Senior US officials said Washington would formally protest about the jet fighter incident, once it found a way to do so. North Korea and the US have no diplomatic relations.
Four North Korean fighters intercepted a US Air Force RC-135 reconnaissance plane in international airspace over the Sea of Japan on Sunday and came within 15m of the big US jet while shadowing it, the Pentagon said on Monday.
The encounter -- a whisker away from disaster in the air in one of the world's most militarized regions -- followed repeated assertions by North Korea's state media that RC-135s had been flying sorties in its airspace.
The North said this showed the US was preparing for war on the peninsula. Many analysts fault the US for neglecting North Korea, even as that isolated state makes continuous moves to ratchet up tension.
The US has up to now played down eye-catching North Korean incidents such as a missile launch last week just before South Korean President Roh Moo-hyun was inaugurated. The response to the near-miss suggests Washington could be changing tactics in the search for a way out of the nuclear standoff.

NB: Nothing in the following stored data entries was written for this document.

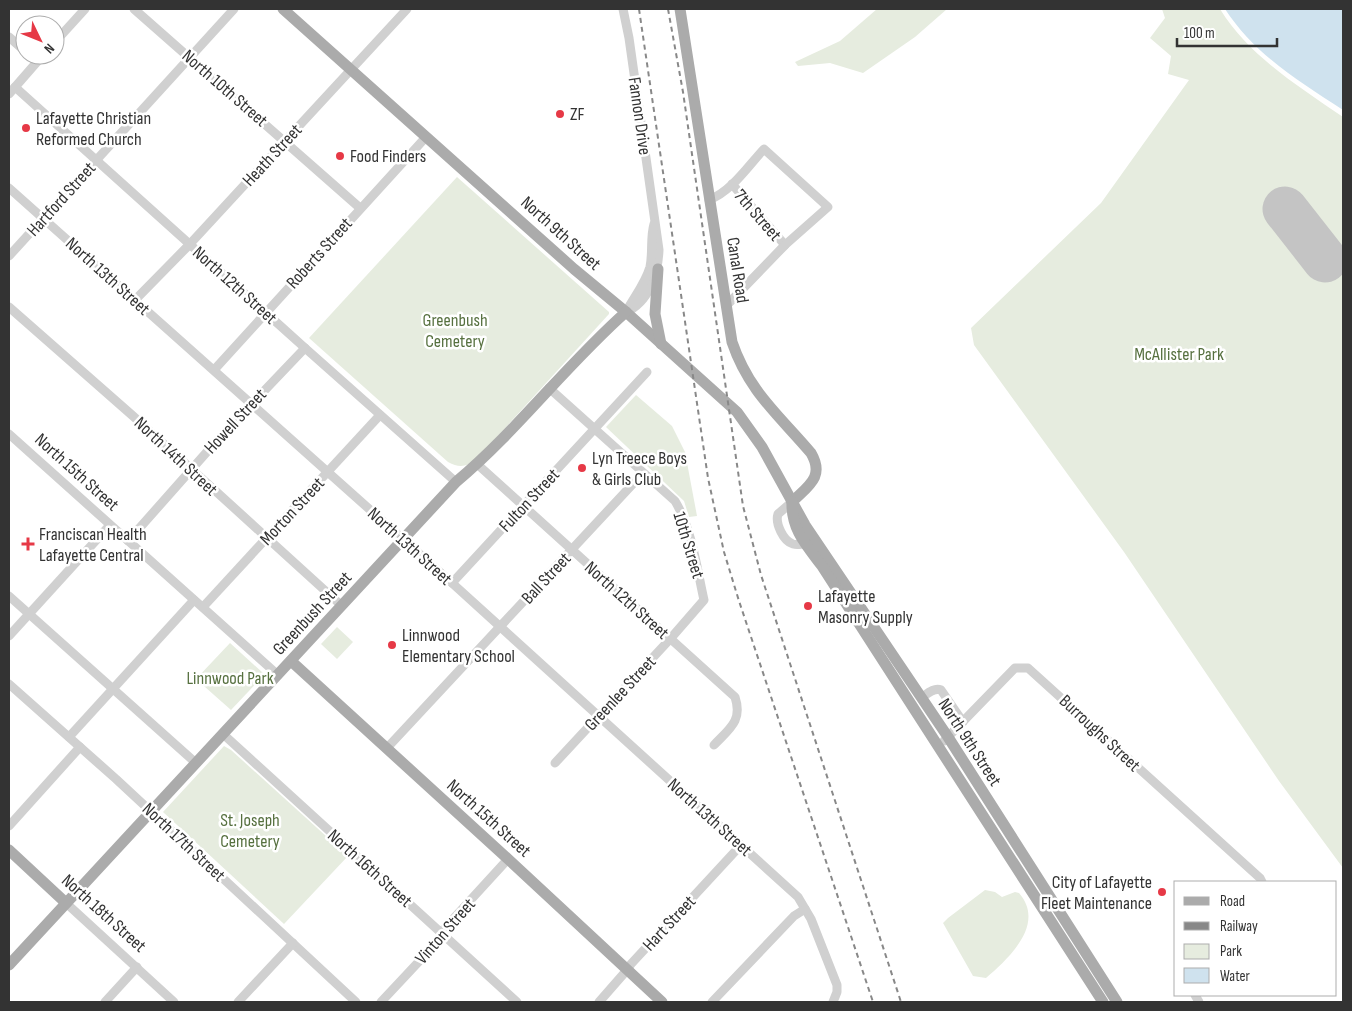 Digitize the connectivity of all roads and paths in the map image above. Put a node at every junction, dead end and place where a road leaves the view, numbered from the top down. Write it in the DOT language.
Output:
graph roads {
  1 [pos="85,9"];
  2 [pos="134,9"];
  3 [pos="234,9"];
  4 [pos="283,9"];
  5 [pos="406,9"];
  6 [pos="622,9"];
  7 [pos="680,9"];
  8 [pos="65,31"];
  9 [pos="190,58"];
  10 [pos="34,65"];
  11 [pos="351,70"];
  12 [pos="15,87"];
  13 [pos="9,94"];
  14 [pos="426,137"];
  15 [pos="285,141"];
  16 [pos="96,160"];
  17 [pos="732,184"];
  18 [pos="9,188"];
  19 [pos="709,200"];
  20 [pos="360,208"];
  21 [pos="44,219"];
  22 [pos="654,224"];
  23 [pos="189,245"];
  24 [pos="785,245"];
  25 [pos="9,256"];
  26 [pos="658,269"];
  27 [pos="135,300"];
  28 [pos="726,306"];
  29 [pos="9,307"];
  30 [pos="265,312"];
  31 [pos="626,312"];
  32 [pos="661,344"];
  33 [pos="304,348"];
  34 [pos="214,370"];
  35 [pos="647,372"];
  36 [pos="549,388"];
  37 [pos="251,404"];
  38 [pos="380,415"];
  39 [pos="595,430"];
  40 [pos="9,434"];
  41 [pos="477,464"];
  42 [pos="191,470"];
  43 [pos="328,473"];
  44 [pos="643,473"];
  45 [pos="456,482"];
  46 [pos="792,502"];
  47 [pos="523,506"];
  48 [pos="110,525"];
  49 [pos="266,538"];
  50 [pos="404,540"];
  51 [pos="128,541"];
  52 [pos="572,550"];
  53 [pos="452,583"];
  54 [pos="9,596"];
  55 [pos="194,600"];
  56 [pos="704,600"];
  57 [pos="342,606"];
  58 [pos="203,607"];
  59 [pos="29,614"];
  60 [pos="500,628"];
  61 [pos="9,636"];
  62 [pos="671,638"];
  63 [pos="291,661"];
  64 [pos="278,675"];
  65 [pos="10,686"];
  66 [pos="113,688"];
  67 [pos="921,698"];
  68 [pos="599,716"];
  69 [pos="963,722"];
  70 [pos="223,734"];
  71 [pos="69,737"];
  72 [pos="948,737"];
  73 [pos="714,745"];
  74 [pos="938,747"];
  75 [pos="80,748"];
  76 [pos="387,748"];
  77 [pos="196,763"];
  78 [pos="555,763"];
  79 [pos="151,812"];
  80 [pos="9,826"];
  81 [pos="741,845"];
  82 [pos="9,850"];
  83 [pos="508,859"];
  84 [pos="1262,881"];
  85 [pos="66,903"];
  86 [pos="805,909"];
  87 [pos="442,933"];
  88 [pos="293,943"];
  89 [pos="9,965"];
  90 [pos="137,967"];
  91 [pos="627,970"];
  92 [pos="105,1002"];
  93 [pos="174,1002"];
  94 [pos="238,1002"];
  95 [pos="356,1002"];
  96 [pos="381,1002"];
  97 [pos="516,1002"];
  98 [pos="599,1002"];
  99 [pos="662,1002"];
  100 [pos="712,1002"];
  101 [pos="833,1002"];
  102 [pos="1103,1002"];
  103 [pos="1117,1002"];
  1 -- 8 [label="street"];
  2 -- 9 [label="street, North 10th Street"];
  3 -- 9 [label="street, Hartford Street"];
  4 -- 11 [label="main road, North 9th Street"];
  5 -- 11 [label="street, Heath Street"];
  6 -- 22 [label="street, Fannon Drive"];
  7 -- 19 [label="main road, Canal Road"];
  9 -- 15 [label="street, North 10th Street"];
  9 -- 16 [label="street, Hartford Street"];
  10 -- 12 [label="street"];
  11 -- 14 [label="main road, North 9th Street"];
  11 -- 15 [label="street, Heath Street"];
  12 -- 13 [label="street"];
  12 -- 16 [label="street, North 12th Street"];
  14 -- 20 [label="street, Roberts Street"];
  14 -- 31 [label="main road, North 9th Street"];
  15 -- 20 [label="street, North 10th Street"];
  15 -- 23 [label="street, Heath Street"];
  16 -- 21 [label="street, Hartford Street"];
  16 -- 23 [label="street, North 12th Street"];
  17 -- 19 [label="street"];
  17 -- 24 [label="street, 7th Street"];
  17 -- 24 [label="street"];
  18 -- 21 [label="street, North 13th Street"];
  19 -- 28 [label="main road, Canal Road"];
  20 -- 30 [label="street, Roberts Street"];
  21 -- 25 [label="street, Hartford Street"];
  21 -- 27 [label="street, North 13th Street"];
  22 -- 26 [label="street, Fannon Drive"];
  22 -- 31 [label="street, Fannon Drive"];
  23 -- 27 [label="street, Heath Street"];
  23 -- 30 [label="street, North 12th Street"];
  24 -- 28 [label="street"];
  26 -- 31 [label="street, Fannon Drive"];
  26 -- 32 [label="main road"];
  27 -- 34 [label="street, North 13th Street"];
  28 -- 46 [label="main road, Canal Road"];
  29 -- 42 [label="street, North 14th Street"];
  30 -- 33 [label="street, North 12th Street"];
  30 -- 34 [label="street, Roberts Street"];
  31 -- 32 [label="main road, North 9th Street"];
  31 -- 36 [label="main road, Greenbush Street"];
  32 -- 46 [label="main road, North 9th Street"];
  33 -- 37 [label="street, Howell Street"];
  33 -- 38 [label="street, North 12th Street"];
  34 -- 37 [label="street, North 13th Street"];
  35 -- 39 [label="street, Fulton Street"];
  36 -- 39 [label="street"];
  36 -- 41 [label="main road, Greenbush Street"];
  37 -- 42 [label="street, Howell Street"];
  37 -- 43 [label="street, North 13th Street"];
  38 -- 43 [label="street, Morton Street"];
  38 -- 45 [label="street, North 12th Street"];
  39 -- 44 [label="street"];
  39 -- 47 [label="street, Fulton Street"];
  40 -- 48 [label="street, North 15th Street"];
  41 -- 45 [label="main road, Greenbush Street"];
  41 -- 47 [label="street, North 12th Street"];
  42 -- 49 [label="street, North 14th Street"];
  42 -- 51 [label="street, Howell Street"];
  43 -- 49 [label="street, Morton Street"];
  43 -- 50 [label="street, North 13th Street"];
  44 -- 52 [label="street, Ball Street"];
  44 -- 56 [label="street, 10th Street"];
  45 -- 50 [label="main road, Greenbush Street"];
  46 -- 67 [label="main road, North 9th Street"];
  46 -- 74 [label="main road, North 9th Street"];
  47 -- 52 [label="street, North 12th Street"];
  47 -- 53 [label="street, Fulton Street"];
  48 -- 51 [label="street, North 15th Street"];
  48 -- 59 [label="street"];
  49 -- 57 [label="street, North 14th Street"];
  49 -- 58 [label="street, Morton Street"];
  50 -- 53 [label="street, North 13th Street"];
  50 -- 57 [label="main road, Greenbush Street"];
  51 -- 55 [label="street, North 15th Street"];
  52 -- 60 [label="street, Ball Street"];
  52 -- 62 [label="street, North 12th Street"];
  53 -- 60 [label="street, North 13th Street"];
  54 -- 59 [label="street"];
  55 -- 58 [label="street, North 15th Street"];
  55 -- 66 [label="street"];
  56 -- 62 [label="street, Greenlee Street"];
  57 -- 63 [label="main road, Greenbush Street"];
  58 -- 64 [label="street, North 15th Street"];
  59 -- 61 [label="street"];
  59 -- 66 [label="street"];
  60 -- 68 [label="street, North 13th Street"];
  60 -- 76 [label="street, Ball Street"];
  62 -- 68 [label="street, Greenlee Street"];
  62 -- 73 [label="street, North 12th Street"];
  63 -- 64 [label="main road, Greenbush Street"];
  63 -- 76 [label="main road, North 15th Street"];
  64 -- 70 [label="main road, Greenbush Street"];
  65 -- 71 [label="street, North 17th Street"];
  66 -- 71 [label="street"];
  66 -- 77 [label="street"];
  67 -- 69 [label="street"];
  67 -- 72 [label="main road, North 9th Street"];
  68 -- 78 [label="street, Greenlee Street"];
  68 -- 81 [label="street, North 13th Street"];
  69 -- 72 [label="street, Burroughs Street"];
  69 -- 84 [label="street, Burroughs Street"];
  70 -- 77 [label="main road, Greenbush Street"];
  70 -- 87 [label="street, North 16th Street"];
  71 -- 75 [label="street, North 17th Street"];
  72 -- 74 [label="street, Burroughs Street"];
  72 -- 103 [label="main road, North 9th Street"];
  74 -- 102 [label="main road, North 9th Street"];
  75 -- 79 [label="street, North 17th Street"];
  75 -- 80 [label="street"];
  76 -- 83 [label="main road, North 15th Street"];
  77 -- 79 [label="main road, Greenbush Street"];
  79 -- 85 [label="main road, Greenbush Street"];
  79 -- 88 [label="street, North 17th Street"];
  81 -- 86 [label="street, North 13th Street"];
  81 -- 91 [label="street, Hart Street"];
  82 -- 85 [label="main road, North 18th Street"];
  83 -- 87 [label="street, Vinton Street"];
  83 -- 91 [label="main road, North 15th Street"];
  85 -- 89 [label="main road, Greenbush Street"];
  85 -- 90 [label="street, North 18th Street"];
  86 -- 100 [label="street"];
  86 -- 101 [label="street, North 13th Street"];
  87 -- 96 [label="street, Vinton Street"];
  87 -- 97 [label="street, North 16th Street"];
  88 -- 94 [label="street"];
  88 -- 95 [label="street, North 17th Street"];
  90 -- 92 [label="street"];
  90 -- 93 [label="street, North 18th Street"];
  91 -- 98 [label="street, Hart Street"];
  91 -- 99 [label="main road, North 15th Street"];
}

Many analysts say Pyongyang's goal in the four-month-old impasse is to draw Washington into talks and normalize ties to ensure survival of the impoverished state.
The spy-plane incident came as tension continued to rise on the Korean peninsula over the North's suspected nuclear arms ambitions, and as the US builds up military forces in the Persian Gulf in preparation for a possible invasion of Iraq.
China, an old friend of North Korea, urged calm.
"We hope that under the current situation, all sides keep calm and exercise restraint in order to truly safeguard peace and stability on the Korean peninsula and in the region of Northeast Asia," Foreign Ministry spokesman Kong Quan told reporters.
Sources in Tokyo with close ties to Pyongyang said North Korea was poised to make a more ominous move -- firing up a reprocessing plant at Yongbyon, whose main purpose is believed to be producing plutonium for nuclear bomb-making.
"The United States has drawn a `red line,' but the North will not hesitate to move beyond that," one of the sources said.
"It's just a matter of time [before the reprocessing unit is reactivated]," he said.
The fresh reminder of North Korean dangers weighed on Seoul's stock market but there was no overt sign of tension in the South. Roh's week-old government held a security meeting and agreed to work to contain the nuclear crisis, including sending Seoul's new foreign minister to Washington as soon as possible.
"We are concerned about the latest actions by North Korea," said a South Korean official.
Kim Sung-han, an analyst at the Institute of Foreign Affairs and National Security in Seoul, said the incident showed the North rejected being a target of US contingency plans.
"The North is saying that it doesn't want to lose a game of nerves with the US," said Kim, adding that it was significant that the North was "showing off" its best MiG fighters.